I blink. Stare at her. Try to process what she just said.
“Who?” I ask. “Ryan? Take him. He’s yours. I’ll even buy your first blender. Maybe a Vitamix. Those things are expensive but really worth the investment if you’re making smoothies.”
“Not Ryan, you idiot!” Aria’s composure shatters completely. “Silas! I’m talking about Silas!”
The world stops.
“What?”
“Silas Vale.” Aria’s voice is raw now, all pretense gone. “The man I was with for four years. The man who was mine until you came back and took him.”
I can’t breathe. Can’t process. Can’t make sense of what she’s saying.
“You and Silas?” I manage. “When?”
“After you left.” Aria’s pacing now, agitated. “About a year or so after you ran to California. After Dominic ordered all surveillance on you to cease. After Silas was grieving the woman he loved who disappeared.”
Oh God. I’m going to be sick.
“We were together for four years,” Aria continues, and there’s pain in her voice now. Real pain. “He was the only good thing in my life with your father. The only person who saw me, who wanted me, who made me feel like I mattered.”
My mind is racing. Silas and Aria. While I was in California raising Noah and Liam. While he thought I was gone forever.
“And then you came back,” Aria says, turning to face me. Tears in her eyes now. Actual tears. “And suddenly I was nothing. Suddenly Silas wouldn’t look at me, wouldn’t touch me, wouldn’t acknowledge I existed. You remember the day you arrived? When you grabbed my hair and threw me out of your house?”
I remember. The guest house. Finding Aria there when I thought it would be empty. My visceral reaction, my need to protect the space for my children.
“Silas was there,” Aria continues. “When you let go of my hair, when you told me to leave, I looked at him. Looked at the man I’d spent four years with. And he shoved me away. Pushed me aside, let me fall to the ground like I was nothing. Like I meant nothing. Like those four years didn’t matter because you were back.”
Understanding crashes through me. This isn’t about the organization. This isn’t about Charles or power or respect.

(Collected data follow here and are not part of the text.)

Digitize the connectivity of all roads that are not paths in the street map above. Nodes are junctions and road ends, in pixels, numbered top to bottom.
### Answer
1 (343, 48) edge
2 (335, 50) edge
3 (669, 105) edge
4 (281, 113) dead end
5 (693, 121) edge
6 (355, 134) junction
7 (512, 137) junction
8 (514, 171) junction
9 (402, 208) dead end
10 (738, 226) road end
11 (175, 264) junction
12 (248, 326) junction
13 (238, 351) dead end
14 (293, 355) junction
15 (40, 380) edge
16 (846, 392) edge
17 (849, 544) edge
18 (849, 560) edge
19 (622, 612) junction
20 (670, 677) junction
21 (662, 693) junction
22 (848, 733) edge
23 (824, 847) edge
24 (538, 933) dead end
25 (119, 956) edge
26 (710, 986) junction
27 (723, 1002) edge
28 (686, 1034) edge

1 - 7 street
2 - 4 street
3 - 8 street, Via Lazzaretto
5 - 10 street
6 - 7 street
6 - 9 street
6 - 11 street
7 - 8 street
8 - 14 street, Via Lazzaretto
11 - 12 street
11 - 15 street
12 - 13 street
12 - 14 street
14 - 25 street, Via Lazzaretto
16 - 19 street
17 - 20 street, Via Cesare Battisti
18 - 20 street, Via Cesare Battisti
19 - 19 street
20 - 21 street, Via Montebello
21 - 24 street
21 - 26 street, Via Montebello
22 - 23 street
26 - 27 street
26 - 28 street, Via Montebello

“So this is about jealousy,” I say, my voice flat. “You’re in love with Silas.”
“I love Silas,” Aria says fiercely. “I’ve loved him for years. I accepted him, all of him, the violence and the darkness and the parts everyone else is terrified of. And he chose you. Completely. Without hesitation.”
“He’s not a possession,” I say. “He’s a person who makes his own choices.”
“He’s a man who can’t even give you children!” Aria’s voice cracks. “Did you know that? Did he tell you he had a vasectomywhen he was eighteen? That his parents forced it because they decided he was too damaged, too violent, too much like his father to be allowed to reproduce?”
The words hit like a sledgehammer.
No.
No, that can’t be real.
“You’re lying,” I say, but my voice sounds hollow.
“I’m not.” Aria’s smile is cruel now, vicious. “Silas Vale is sterile. Has been since he was eighteen years old. His parents took him to a clinic and made sure he could never have children. It’s in his medical records. Records I accessed because unlike everyone else, I actually paid attention.”
The DNA results. The email sitting unopened. If Silas can’t have children, then the results will only show Jace and Cal.
“Those precious boys of yours?” Aria continues, watching my face. “They’re not his. They’re Jace’s and Cal’s. And Silas knows it. He’s known it all along.”
My mind is spinning. Silas knew. This whole time, he’s known he couldn’t biologically be their father. And he loved them anyway. Claimed them anyway. Called them his sons knowing the DNA would never confirm it.
“He would have told me,” I say, but even as I say it I’m not sure.
Would he? Would Silas tell me something like this?